ECLI:NL:RBDHA:2025:7016
Rechtbank Den Haag
- Voorlopige voorziening
- Rechtspraak.nl
Afwijzing verzoek om voorlopige voorziening in het kader van tijdelijke bescherming onder de Richtlijn Tijdelijke Bescherming
In deze zaak heeft de voorzieningenrechter van de Rechtbank Den Haag uitspraak gedaan op het verzoek van een verzoeker om een voorlopige voorziening in het kader van zijn aanvraag voor tijdelijke bescherming in Nederland. De aanvraag was eerder door de minister van Asiel en Migratie afgewezen op 23 mei 2024, en het bezwaar van de verzoeker tegen deze afwijzing werd op 7 november 2024 ongegrond verklaard. De verzoeker heeft hiertegen beroep ingesteld en verzocht om een voorlopige voorziening.
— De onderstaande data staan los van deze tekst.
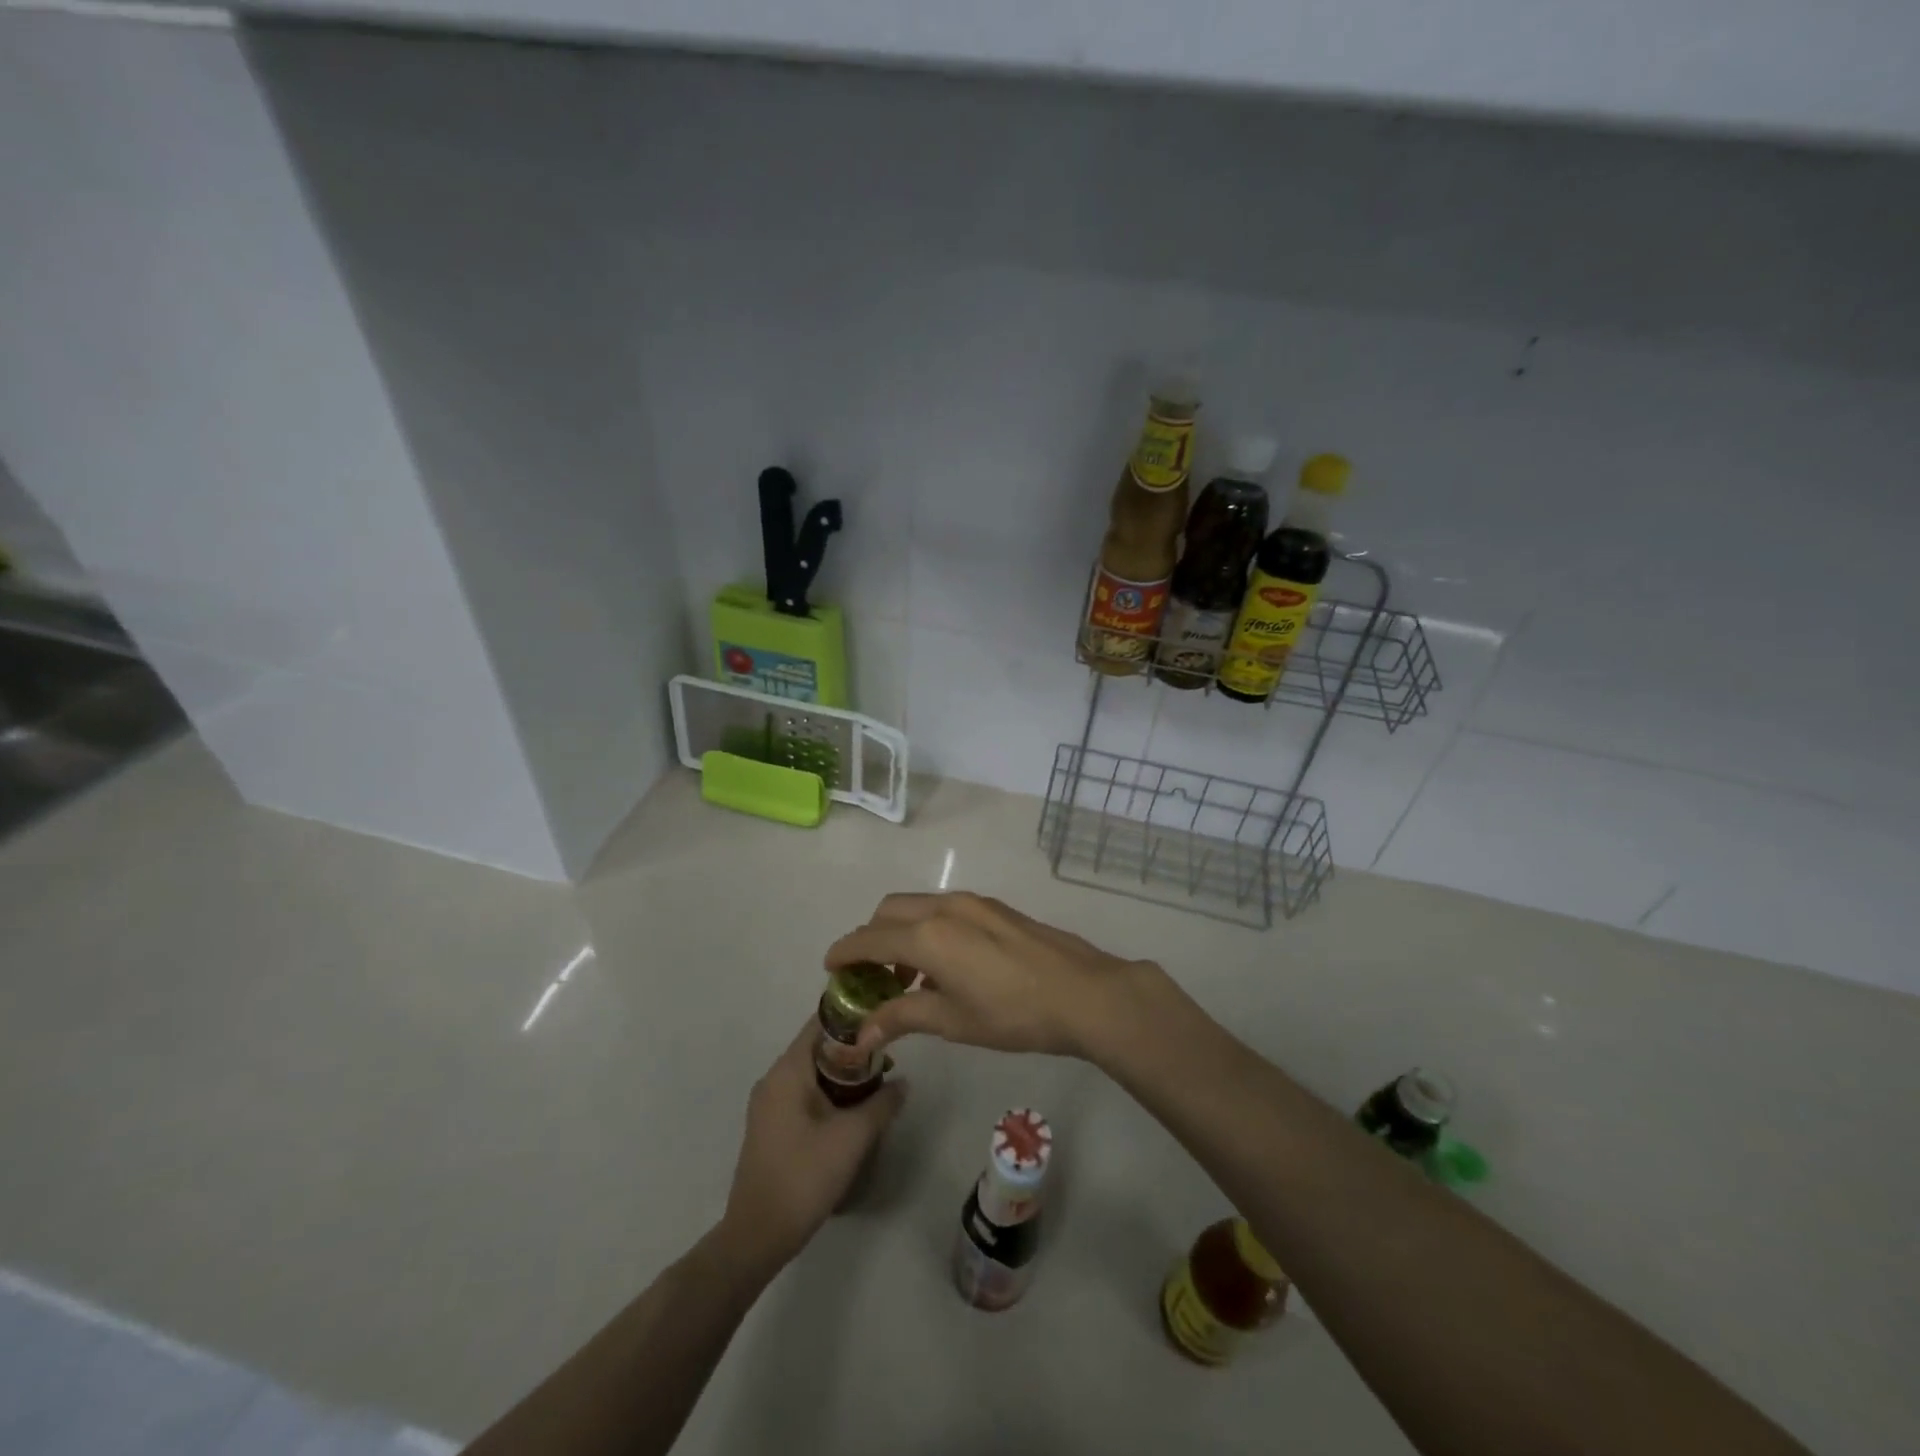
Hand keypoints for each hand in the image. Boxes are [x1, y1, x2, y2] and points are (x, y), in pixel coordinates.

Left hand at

De voorzieningenrechter heeft in zijn beoordeling vastgesteld dat er inmiddels een uitspraak is gedaan op het beroep van de verzoeker, onder zaaknummer NL24.44492. Hierdoor is de noodzaak voor een voorlopige voorziening komen te vervallen. De voorzieningenrechter heeft het verzoek om een voorlopige voorziening dan ook afgewezen. Tevens is er geen aanleiding voor een proceskostenveroordeling.
De uitspraak is gedaan door mr. M. Munsterman, in aanwezigheid van griffier mr. D.G. van den Berg, en is openbaar gemaakt via een geanonimiseerde publicatie op rechtspraak.nl. Tegen deze uitspraak staat geen hoger beroep of verzet open.